When I teach, speaking only English to my students, I aim at teaching them specific language and expressions, but I inevitably use daily language that I had not intended teaching formally. As a consequence I find my younger students in particular using expressions I had not planned such as, “I have an itch!”, “It’s itchy!”, “You’ve got a terrible cough!”, “Bless you!” when they sneeze, “Oopsy daisy!” (a typical British expression for when something falls down accidentally), “Really?!” when they tell me something interesting - even if they speak to me in their mother-tongue, I always reply in English. Depending on their age and proficiency I allow myself to understand them in their own language or insist they express themselves in English. So children and adults pick up the language you don’t realise you are using.
The same goes for texting: When I text with my students in English I sometimes use expressions they don’t know, so they will text back asking, “What does I’ll let you know mean? What is ASAP? My students are picking up language they would not necessarily learn in class but only in daily
Picking up the language in context gives you expressions, phrasal verbs without having to memorise them and think – they just come naturally.

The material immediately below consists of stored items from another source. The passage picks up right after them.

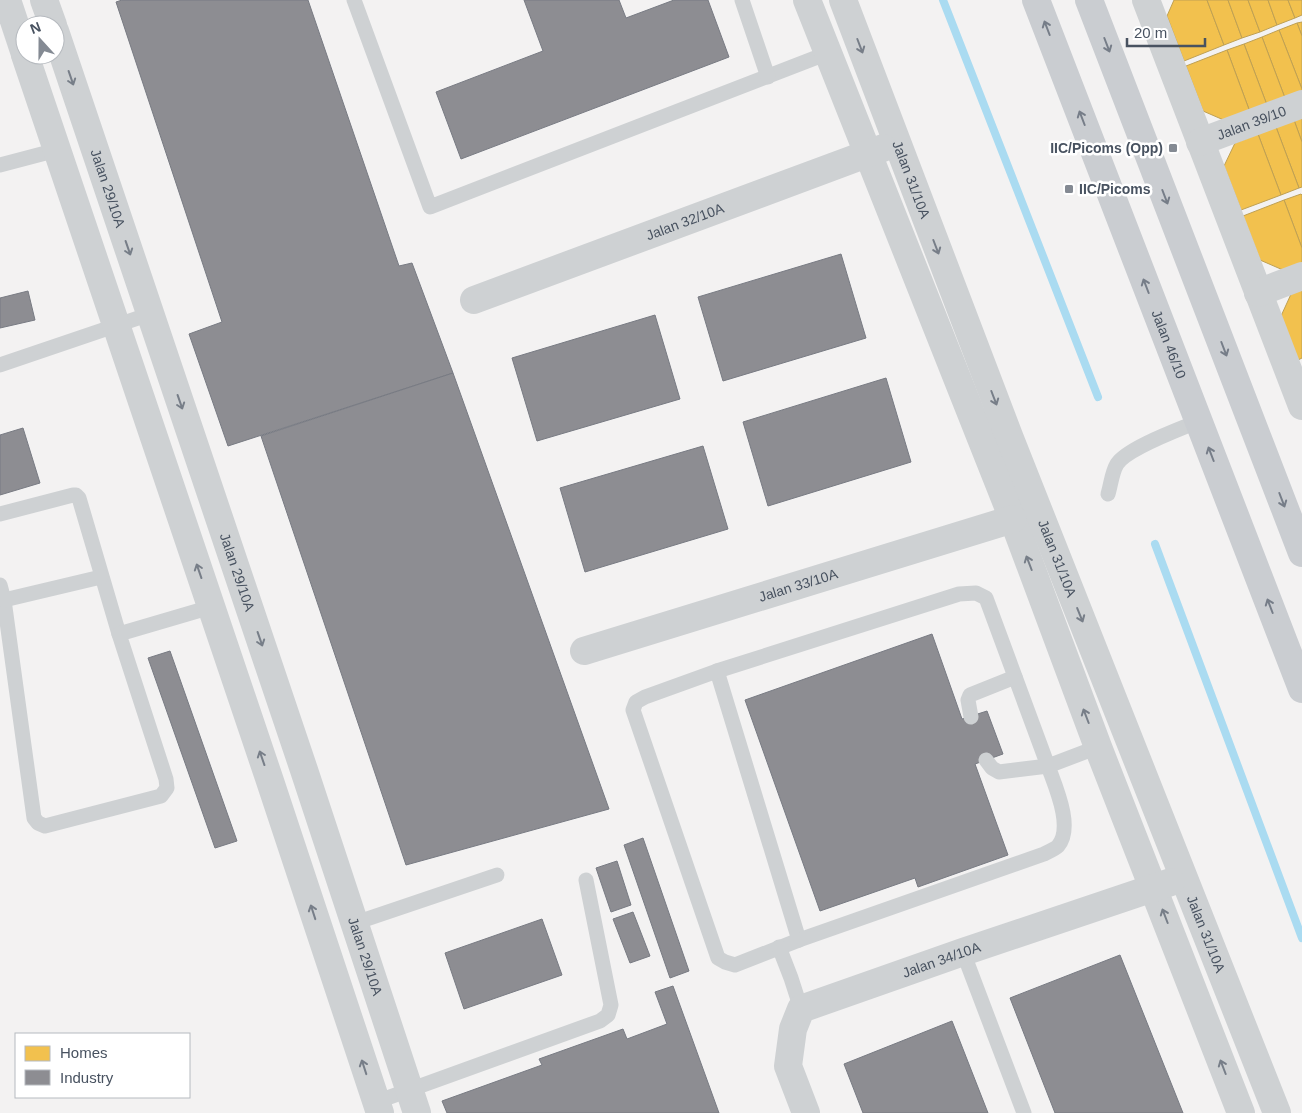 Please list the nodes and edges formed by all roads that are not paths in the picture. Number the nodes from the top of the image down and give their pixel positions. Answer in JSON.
{"nodes":[{"id":1,"x":7,"y":0,"type":"edge"},
{"id":2,"x":44,"y":0,"type":"edge"},
{"id":3,"x":354,"y":0,"type":"edge"},
{"id":4,"x":742,"y":0,"type":"edge"},
{"id":5,"x":807,"y":0,"type":"edge"},
{"id":6,"x":842,"y":0,"type":"edge"},
{"id":7,"x":1036,"y":0,"type":"edge"},
{"id":8,"x":1089,"y":0,"type":"edge"},
{"id":9,"x":1146,"y":0,"type":"edge"},
{"id":10,"x":49,"y":15,"type":"edge"},
{"id":11,"x":15,"y":24,"type":"edge"},
{"id":12,"x":828,"y":53,"type":"junction"},
{"id":13,"x":65,"y":61,"type":"edge"},
{"id":14,"x":28,"y":65,"type":"edge"},
{"id":15,"x":768,"y":77,"type":"junction"},
{"id":16,"x":1302,"y":104,"type":"edge"},
{"id":17,"x":1200,"y":142,"type":"junction"},
{"id":18,"x":897,"y":143,"type":"junction"},
{"id":19,"x":57,"y":150,"type":"junction"},
{"id":20,"x":867,"y":154,"type":"junction"},
{"id":21,"x":0,"y":165,"type":"edge"},
{"id":22,"x":1302,"y":276,"type":"edge"},
{"id":23,"x":1258,"y":293,"type":"junction"},
{"id":24,"x":474,"y":300,"type":"dead end"},
{"id":25,"x":150,"y":314,"type":"junction"},
{"id":26,"x":117,"y":325,"type":"junction"},
{"id":27,"x":0,"y":365,"type":"edge"},
{"id":28,"x":1302,"y":406,"type":"edge"},
{"id":29,"x":1199,"y":421,"type":"junction"},
{"id":30,"x":1108,"y":494,"type":"dead end"},
{"id":31,"x":0,"y":514,"type":"edge"},
{"id":32,"x":1013,"y":519,"type":"junction"},
{"id":33,"x":1302,"y":552,"type":"edge"},
{"id":34,"x":101,"y":576,"type":"junction"},
{"id":35,"x":0,"y":585,"type":"edge"},
{"id":36,"x":4,"y":600,"type":"junction"},
{"id":37,"x":212,"y":607,"type":"junction"},
{"id":38,"x":119,"y":634,"type":"junction"},
{"id":39,"x":1295,"y":649,"type":"edge"},
{"id":40,"x":584,"y":652,"type":"dead end"},
{"id":41,"x":718,"y":671,"type":"junction"},
{"id":42,"x":1015,"y":677,"type":"junction"},
{"id":43,"x":1302,"y":689,"type":"edge"},
{"id":44,"x":971,"y":717,"type":"dead end"},
{"id":45,"x":1098,"y":747,"type":"junction"},
{"id":46,"x":986,"y":760,"type":"dead end"},
{"id":47,"x":1048,"y":766,"type":"junction"},
{"id":48,"x":497,"y":875,"type":"dead end"},
{"id":49,"x":1184,"y":878,"type":"junction"},
{"id":50,"x":586,"y":880,"type":"dead end"},
{"id":51,"x":1154,"y":888,"type":"junction"},
{"id":52,"x":355,"y":923,"type":"junction"},
{"id":53,"x":799,"y":940,"type":"junction"},
{"id":54,"x":779,"y":947,"type":"junction"},
{"id":55,"x":963,"y":952,"type":"junction"},
{"id":56,"x":801,"y":1010,"type":"junction"},
{"id":57,"x":414,"y":1102,"type":"edge"},
{"id":58,"x":378,"y":1108,"type":"edge"},
{"id":59,"x":806,"y":1113,"type":"edge"},
{"id":60,"x":1024,"y":1113,"type":"edge"},
{"id":61,"x":1240,"y":1113,"type":"edge"},
{"id":62,"x":1277,"y":1113,"type":"edge"}],
"edges":[{"from":1,"to":11,"type":"street"},
{"from":2,"to":10,"type":"street"},
{"from":3,"to":15,"type":"lane"},
{"from":4,"to":15,"type":"lane"},
{"from":5,"to":12,"type":"street","name":"Jalan 31/10A"},
{"from":6,"to":18,"type":"street","name":"Jalan 31/10A","one_way":true},
{"from":29,"to":7,"type":"main road","name":"Jalan 46/10","one_way":true},
{"from":8,"to":33,"type":"main road","one_way":true},
{"from":9,"to":17,"type":"street"},
{"from":12,"to":15,"type":"lane"},
{"from":12,"to":20,"type":"street","name":"Jalan 31/10A"},
{"from":13,"to":25,"type":"street","name":"Jalan 29/10A","one_way":true},
{"from":14,"to":19,"type":"street"},
{"from":16,"to":17,"type":"street","name":"Jalan 39/10"},
{"from":17,"to":23,"type":"street"},
{"from":18,"to":20,"type":"street","name":"Jalan 32/10A"},
{"from":18,"to":49,"type":"street","name":"Jalan 31/10A","one_way":true},
{"from":19,"to":21,"type":"lane"},
{"from":19,"to":26,"type":"street"},
{"from":20,"to":24,"type":"street","name":"Jalan 32/10A"},
{"from":20,"to":32,"type":"street","name":"Jalan 31/10A"},
{"from":22,"to":23,"type":"street"},
{"from":23,"to":28,"type":"street"},
{"from":25,"to":26,"type":"lane"},
{"from":25,"to":52,"type":"street","name":"Jalan 29/10A","one_way":true},
{"from":26,"to":27,"type":"lane"},
{"from":37,"to":26,"type":"street","one_way":true},
{"from":29,"to":30,"type":"lane"},
{"from":39,"to":29,"type":"main road","name":"Jalan 46/10","one_way":true},
{"from":31,"to":34,"type":"lane"},
{"from":32,"to":40,"type":"street","name":"Jalan 33/10A"},
{"from":45,"to":32,"type":"street","name":"Jalan 31/10A","one_way":true},
{"from":34,"to":36,"type":"lane"},
{"from":34,"to":38,"type":"lane"},
{"from":35,"to":36,"type":"lane"},
{"from":36,"to":38,"type":"lane"},
{"from":37,"to":38,"type":"lane"},
{"from":58,"to":37,"type":"street","one_way":true},
{"from":39,"to":43,"type":"main road","name":"Jalan 46/10"},
{"from":41,"to":42,"type":"lane"},
{"from":41,"to":53,"type":"lane"},
{"from":41,"to":54,"type":"lane"},
{"from":42,"to":44,"type":"lane"},
{"from":42,"to":47,"type":"lane"},
{"from":45,"to":47,"type":"lane"},
{"from":45,"to":51,"type":"street","name":"Jalan 31/10A"},
{"from":46,"to":47,"type":"lane"},
{"from":47,"to":53,"type":"lane"},
{"from":48,"to":52,"type":"lane"},
{"from":49,"to":51,"type":"street","name":"Jalan 34/10A"},
{"from":49,"to":62,"type":"street","name":"Jalan 31/10A"},
{"from":50,"to":57,"type":"lane"},
{"from":51,"to":55,"type":"street","name":"Jalan 34/10A"},
{"from":61,"to":51,"type":"street","name":"Jalan 31/10A","one_way":true},
{"from":52,"to":57,"type":"street","name":"Jalan 29/10A"},
{"from":53,"to":54,"type":"lane"},
{"from":54,"to":56,"type":"lane"},
{"from":55,"to":56,"type":"street","name":"Jalan 34/10A"},
{"from":55,"to":60,"type":"lane"},
{"from":56,"to":59,"type":"street"},
{"from":57,"to":58,"type":"lane"}]}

My sister-in-law came to my evening classes after a long day’s work. She always asked if she could only sit and listen because she could no longer concentrate. She was not particularly talented nor motivated, nor did she study at home. Despite this she told me that on one holiday with her friends who spoke no English, she managed to solve various problems at the hotel – the words just came out and she had no idea how. This is an example of the power of the brain to absorb language…
Not only language but also people are associated with language - my school students are so used to associating me with English that if I meet them outside the classroom context, in the corridor, at the supermarket, they will still speak to me in English – it’s just natural for them. They don’t even dream of speaking to me in their native language.
When you learn a language you should associate an expression or a word with an object or a situation. You learn these associations in chunks – by doing so its not necessary to learn the grammar in the formal sense because you pick it up and embed it in your brain just as it stands and over time you will put these pieces like a puzzle together and form correct sentences.
That’s why its important to surround yourself with the language – set your computer, mobile phone and social network settings into the language you are learning. Read, listen and watch as much as you can – immerse yourself fully in the language even if you can’t travel there. Some social networks also connect you to people who want to exchange conversation with you if you speak to them in the language they are studying.
Full-immersion is fundamental to language learning and if you can’t go there you must surround yourself with it here.